Go over the lines below, and when one contains the word "node", copy it.

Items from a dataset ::
********

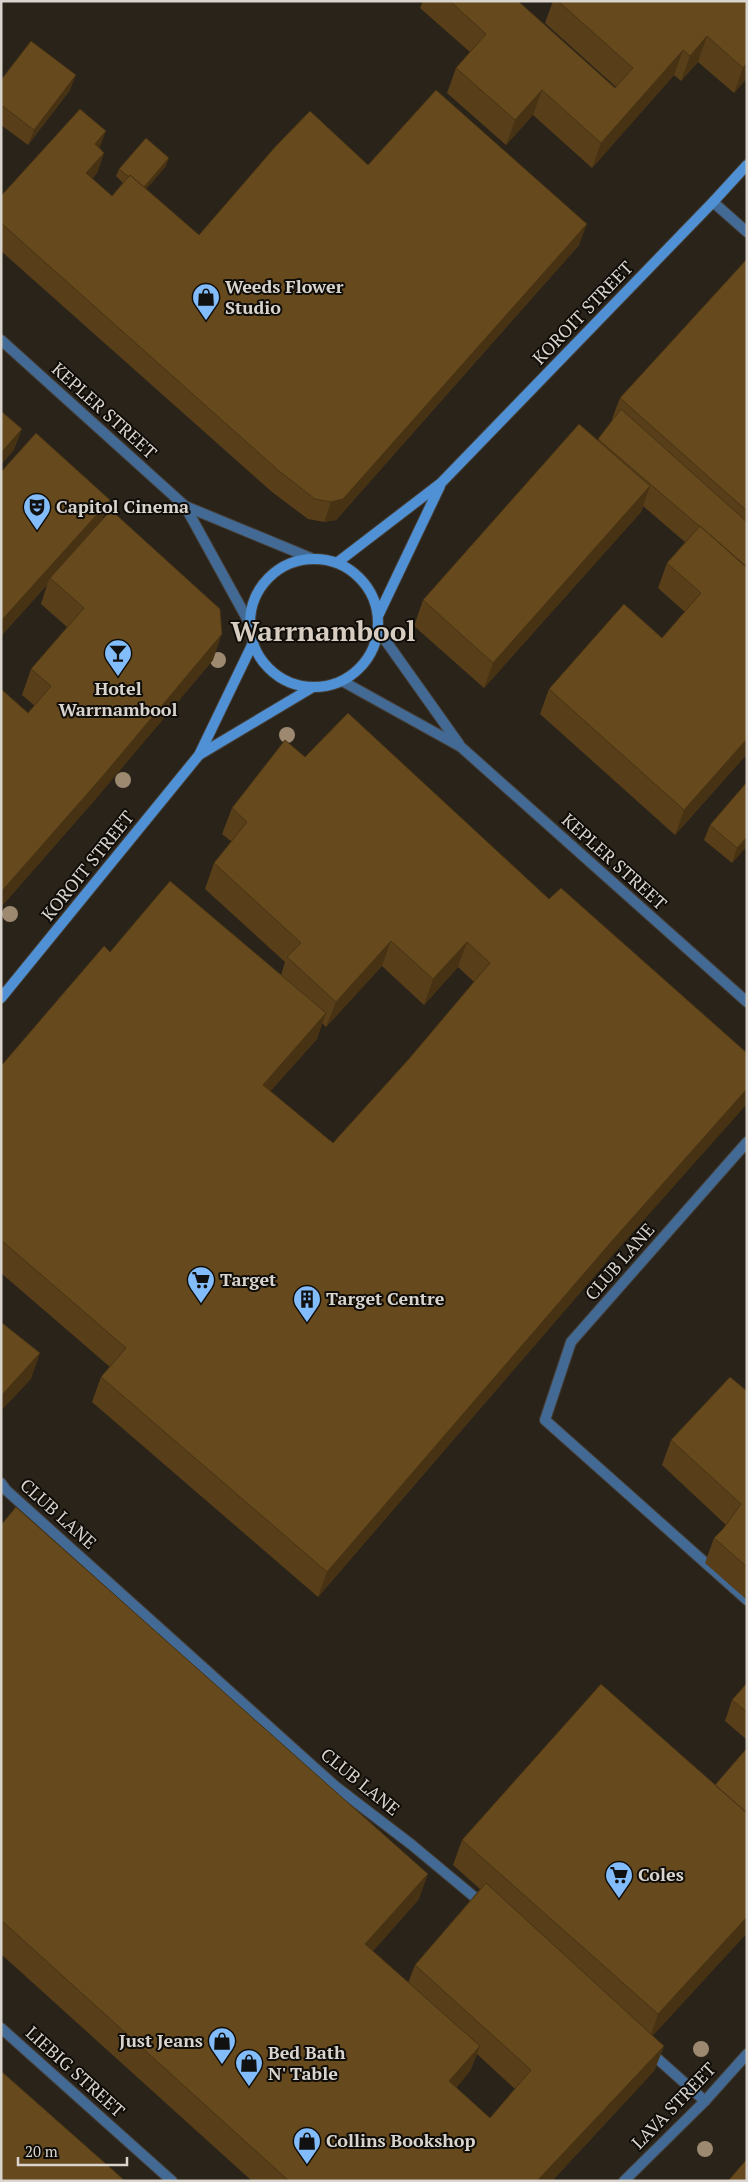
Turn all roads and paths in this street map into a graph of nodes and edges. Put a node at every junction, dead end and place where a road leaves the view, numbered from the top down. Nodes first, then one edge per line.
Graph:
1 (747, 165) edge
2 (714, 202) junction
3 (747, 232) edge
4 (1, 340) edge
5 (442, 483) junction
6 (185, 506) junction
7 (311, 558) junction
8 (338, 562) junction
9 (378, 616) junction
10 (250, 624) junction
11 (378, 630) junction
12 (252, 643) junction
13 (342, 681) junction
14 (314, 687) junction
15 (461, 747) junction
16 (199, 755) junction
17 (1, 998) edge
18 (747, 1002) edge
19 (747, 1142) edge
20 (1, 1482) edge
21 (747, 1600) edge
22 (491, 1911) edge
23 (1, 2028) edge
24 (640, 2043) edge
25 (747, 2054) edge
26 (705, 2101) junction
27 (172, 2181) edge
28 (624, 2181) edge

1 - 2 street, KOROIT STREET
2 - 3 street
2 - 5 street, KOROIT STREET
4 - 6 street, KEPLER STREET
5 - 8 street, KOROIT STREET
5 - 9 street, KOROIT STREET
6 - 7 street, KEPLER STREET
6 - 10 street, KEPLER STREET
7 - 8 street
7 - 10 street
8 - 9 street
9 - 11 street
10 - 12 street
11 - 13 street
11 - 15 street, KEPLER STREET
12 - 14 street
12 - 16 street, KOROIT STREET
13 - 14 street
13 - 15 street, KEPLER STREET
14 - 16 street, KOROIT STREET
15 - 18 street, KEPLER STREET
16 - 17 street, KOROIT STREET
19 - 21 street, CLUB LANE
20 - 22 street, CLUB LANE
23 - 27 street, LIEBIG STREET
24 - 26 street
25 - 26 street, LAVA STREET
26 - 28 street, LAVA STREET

********

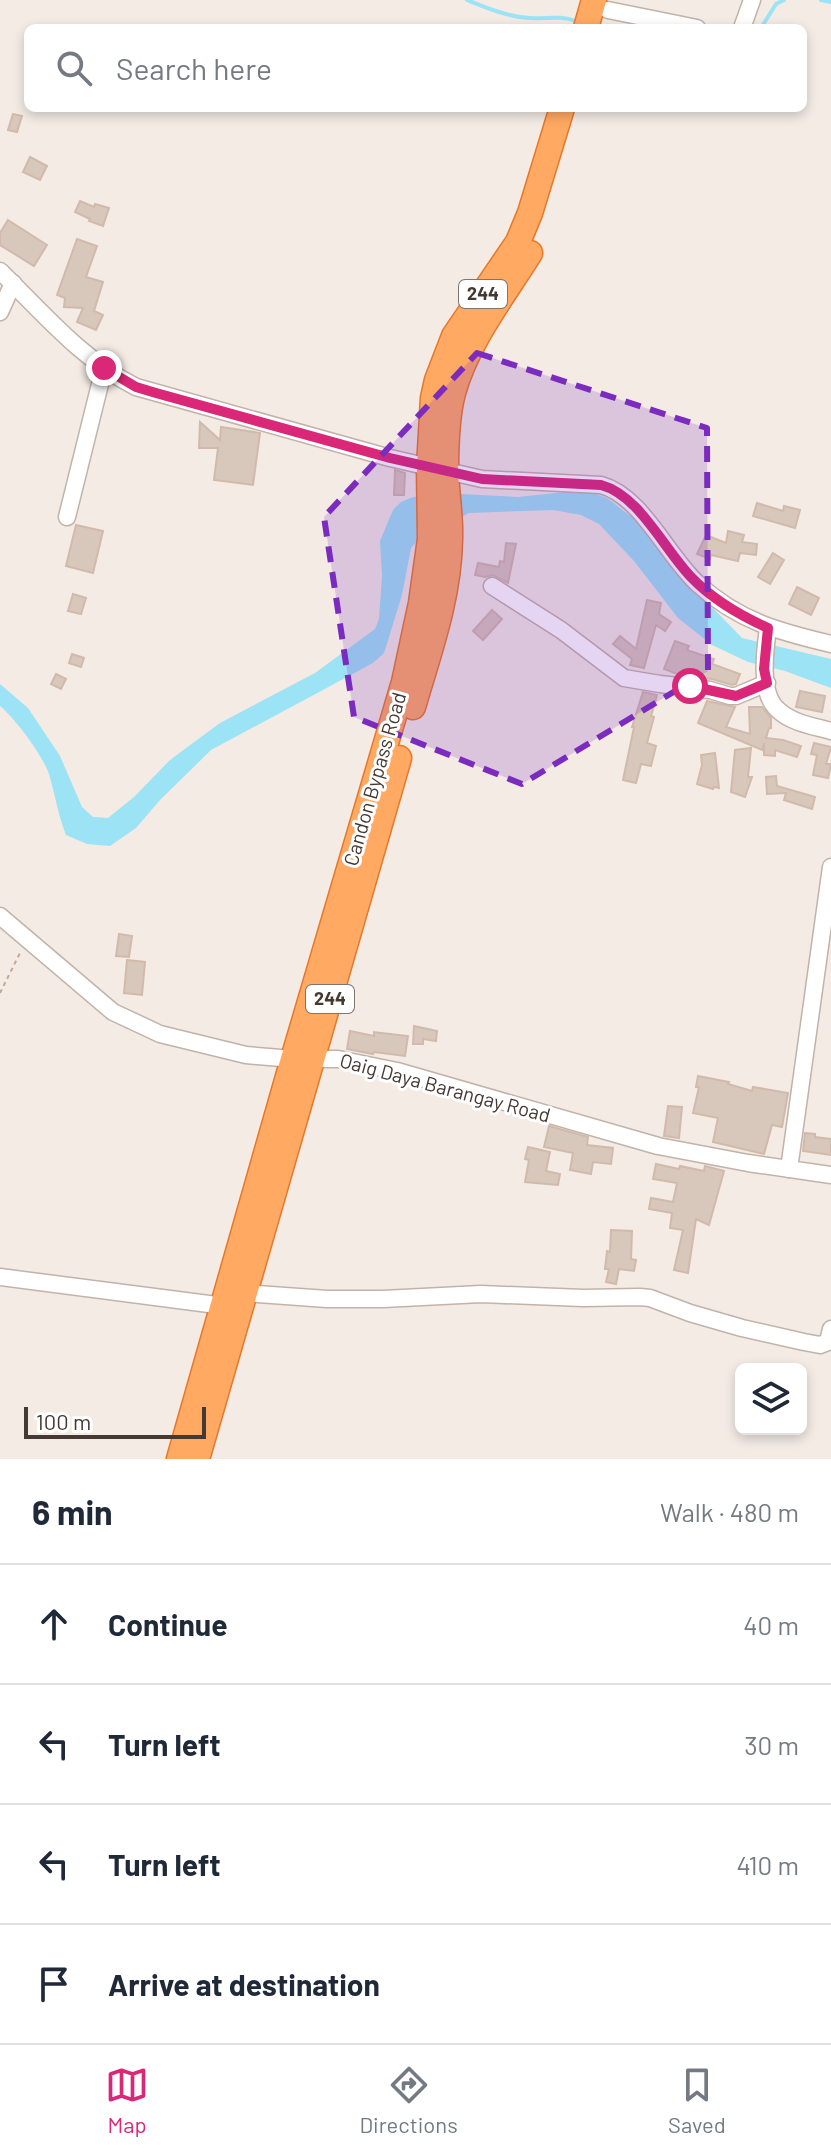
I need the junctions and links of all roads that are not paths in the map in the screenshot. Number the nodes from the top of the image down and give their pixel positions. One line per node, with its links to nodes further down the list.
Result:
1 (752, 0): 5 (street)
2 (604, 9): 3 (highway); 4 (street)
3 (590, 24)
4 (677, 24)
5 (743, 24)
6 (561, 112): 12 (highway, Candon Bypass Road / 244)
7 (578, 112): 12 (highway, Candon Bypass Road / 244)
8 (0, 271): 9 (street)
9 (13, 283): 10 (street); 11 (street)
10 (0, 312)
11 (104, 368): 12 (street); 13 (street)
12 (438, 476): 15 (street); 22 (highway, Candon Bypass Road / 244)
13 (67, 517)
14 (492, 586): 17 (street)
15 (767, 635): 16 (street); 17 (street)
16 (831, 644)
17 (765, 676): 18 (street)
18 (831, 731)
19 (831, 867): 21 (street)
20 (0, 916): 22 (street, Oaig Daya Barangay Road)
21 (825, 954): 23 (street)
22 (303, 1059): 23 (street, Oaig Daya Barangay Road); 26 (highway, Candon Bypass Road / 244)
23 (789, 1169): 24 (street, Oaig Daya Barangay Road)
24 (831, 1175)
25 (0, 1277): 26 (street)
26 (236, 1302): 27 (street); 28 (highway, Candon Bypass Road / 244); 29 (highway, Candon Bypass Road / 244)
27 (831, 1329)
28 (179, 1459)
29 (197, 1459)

********

Answer space ::
Turn all roads and paths in this street map into a graph of nodes and edges. Put a node at every junction, dead end and place where a road leaves the view, numbered from the top down. Nodes first, then one edge per line.
I need the junctions and links of all roads that are not paths in the map in the screenshot. Number the nodes from the top of the image down and give their pixel positions. One line per node, with its links to nodes further down the list.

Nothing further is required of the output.